# [Dataset entries]
┄┄┄┄┄┄

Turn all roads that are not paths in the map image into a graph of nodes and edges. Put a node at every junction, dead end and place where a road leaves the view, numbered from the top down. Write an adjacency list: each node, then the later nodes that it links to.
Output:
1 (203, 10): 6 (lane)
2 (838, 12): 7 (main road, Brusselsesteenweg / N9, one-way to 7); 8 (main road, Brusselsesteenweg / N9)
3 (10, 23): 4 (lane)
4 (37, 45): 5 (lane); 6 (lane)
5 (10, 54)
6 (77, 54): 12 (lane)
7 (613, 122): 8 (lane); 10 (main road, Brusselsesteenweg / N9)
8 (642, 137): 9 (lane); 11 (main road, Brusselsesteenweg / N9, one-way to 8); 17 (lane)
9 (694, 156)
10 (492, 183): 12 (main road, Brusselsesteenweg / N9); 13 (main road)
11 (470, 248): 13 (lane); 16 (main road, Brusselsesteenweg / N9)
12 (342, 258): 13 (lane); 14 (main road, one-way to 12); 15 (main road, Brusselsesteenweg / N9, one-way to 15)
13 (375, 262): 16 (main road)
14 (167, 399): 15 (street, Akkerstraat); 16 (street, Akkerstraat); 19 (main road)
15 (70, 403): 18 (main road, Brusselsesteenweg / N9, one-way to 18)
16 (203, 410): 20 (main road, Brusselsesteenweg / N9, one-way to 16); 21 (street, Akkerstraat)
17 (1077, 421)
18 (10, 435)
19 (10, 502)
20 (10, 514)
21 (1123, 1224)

┄┄┄┄┄┄

Please give all the entries above again, exactly as they stand.

# [THE ANSWER]
Turn all roads that are not paths in the map image into a graph of nodes and edges. Put a node at every junction, dead end and place where a road leaves the view, numbered from the top down. Write an adjacency list: each node, then the later nodes that it links to.
Output:
1 (203, 10): 6 (lane)
2 (838, 12): 7 (main road, Brusselsesteenweg / N9, one-way to 7); 8 (main road, Brusselsesteenweg / N9)
3 (10, 23): 4 (lane)
4 (37, 45): 5 (lane); 6 (lane)
5 (10, 54)
6 (77, 54): 12 (lane)
7 (613, 122): 8 (lane); 10 (main road, Brusselsesteenweg / N9)
8 (642, 137): 9 (lane); 11 (main road, Brusselsesteenweg / N9, one-way to 8); 17 (lane)
9 (694, 156)
10 (492, 183): 12 (main road, Brusselsesteenweg / N9); 13 (main road)
11 (470, 248): 13 (lane); 16 (main road, Brusselsesteenweg / N9)
12 (342, 258): 13 (lane); 14 (main road, one-way to 12); 15 (main road, Brusselsesteenweg / N9, one-way to 15)
13 (375, 262): 16 (main road)
14 (167, 399): 15 (street, Akkerstraat); 16 (street, Akkerstraat); 19 (main road)
15 (70, 403): 18 (main road, Brusselsesteenweg / N9, one-way to 18)
16 (203, 410): 20 (main road, Brusselsesteenweg / N9, one-way to 16); 21 (street, Akkerstraat)
17 (1077, 421)
18 (10, 435)
19 (10, 502)
20 (10, 514)
21 (1123, 1224)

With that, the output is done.